O Serviço Federal de Inteligência da Suíça anunciou que abrirá os arquivos secretos sobre o criminoso de guerra nazista Josef Mengele, conhecido como o 'Anjo da Morte', que fugiu da Europa após a Segunda Guerra Mundial e morreu no Brasil em 1979. Durante anos, historiadores tentaram acessar esses documentos, mas as autoridades suíças negavam os pedidos, alegando razões de segurança nacional.
Quem foi Josef Mengele?
Médico da Waffen-SS, Mengele serviu no campo de extermínio de Auschwitz, na Polônia ocupada pelos nazistas. Ele selecionava prisioneiros para as câmaras de gás e realizava experimentos médicos sádicos, principalmente em crianças e gêmeos. Estima-se que 1,1 milhão de pessoas morreram em Auschwitz, incluindo cerca de um milhão de judeus.

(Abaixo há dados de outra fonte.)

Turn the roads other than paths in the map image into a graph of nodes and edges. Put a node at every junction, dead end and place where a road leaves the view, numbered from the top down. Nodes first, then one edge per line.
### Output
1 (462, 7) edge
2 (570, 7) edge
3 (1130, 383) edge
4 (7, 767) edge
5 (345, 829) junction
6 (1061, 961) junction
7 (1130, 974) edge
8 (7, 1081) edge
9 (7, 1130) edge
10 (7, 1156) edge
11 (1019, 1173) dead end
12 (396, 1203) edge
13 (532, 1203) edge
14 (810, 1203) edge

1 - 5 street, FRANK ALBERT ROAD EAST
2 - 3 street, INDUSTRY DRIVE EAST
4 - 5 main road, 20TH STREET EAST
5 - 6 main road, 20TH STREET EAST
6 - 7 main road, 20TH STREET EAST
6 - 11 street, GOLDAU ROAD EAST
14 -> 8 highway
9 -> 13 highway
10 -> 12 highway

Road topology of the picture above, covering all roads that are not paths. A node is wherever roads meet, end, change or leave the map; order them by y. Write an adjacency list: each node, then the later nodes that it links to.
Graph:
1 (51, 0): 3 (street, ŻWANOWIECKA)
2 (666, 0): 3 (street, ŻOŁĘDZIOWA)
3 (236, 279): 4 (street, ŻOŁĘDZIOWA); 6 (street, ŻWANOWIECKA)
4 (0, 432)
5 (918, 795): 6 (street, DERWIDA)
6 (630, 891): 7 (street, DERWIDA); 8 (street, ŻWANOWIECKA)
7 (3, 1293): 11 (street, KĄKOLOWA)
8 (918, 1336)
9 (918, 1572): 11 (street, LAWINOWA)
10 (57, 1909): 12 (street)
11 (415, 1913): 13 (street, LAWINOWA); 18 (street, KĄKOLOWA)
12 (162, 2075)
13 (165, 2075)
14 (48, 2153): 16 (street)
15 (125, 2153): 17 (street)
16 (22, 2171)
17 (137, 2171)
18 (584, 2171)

Fuga e conexão com a Suíça
Após a guerra, Mengele obteve documentos falsos da Cruz Vermelha no consulado suíço em Gênova e fugiu para a América do Sul. Em 1956, ele passou férias esquiando nos Alpes suíços com seu filho. Em 1961, a inteligência austríaca alertou a Suíça de que Mengele poderia estar viajando com nome falso e sua esposa havia alugado um apartamento em Zurique.
Sigilo de décadas
Em 2019, a historiadora Regula Bochsler solicitou acesso aos arquivos, mas foi negado. Em 2025, o historiador Gérard Wettstein também teve o pedido recusado e recorreu à Justiça. Após campanha de financiamento coletivo, o serviço de inteligência suíço mudou de posição e prometeu acesso, sujeito a condições.
Especialistas acreditam que os arquivos podem conter informações sobre contatos com o Mossad, que caçava nazistas. A Suíça tem histórico de sensibilidade sobre seu papel na guerra, quando recusou refugiados judeus e bancos suíços mantiveram dinheiro de vítimas do Holocausto.
Mengele morreu no Brasil em 1979 e foi enterrado sob nome falso. Seu corpo foi exumado em 1985 e confirmado por DNA em 1992. Resta saber se os arquivos suíços finalmente esclarecerão se ele esteve no país em 1961.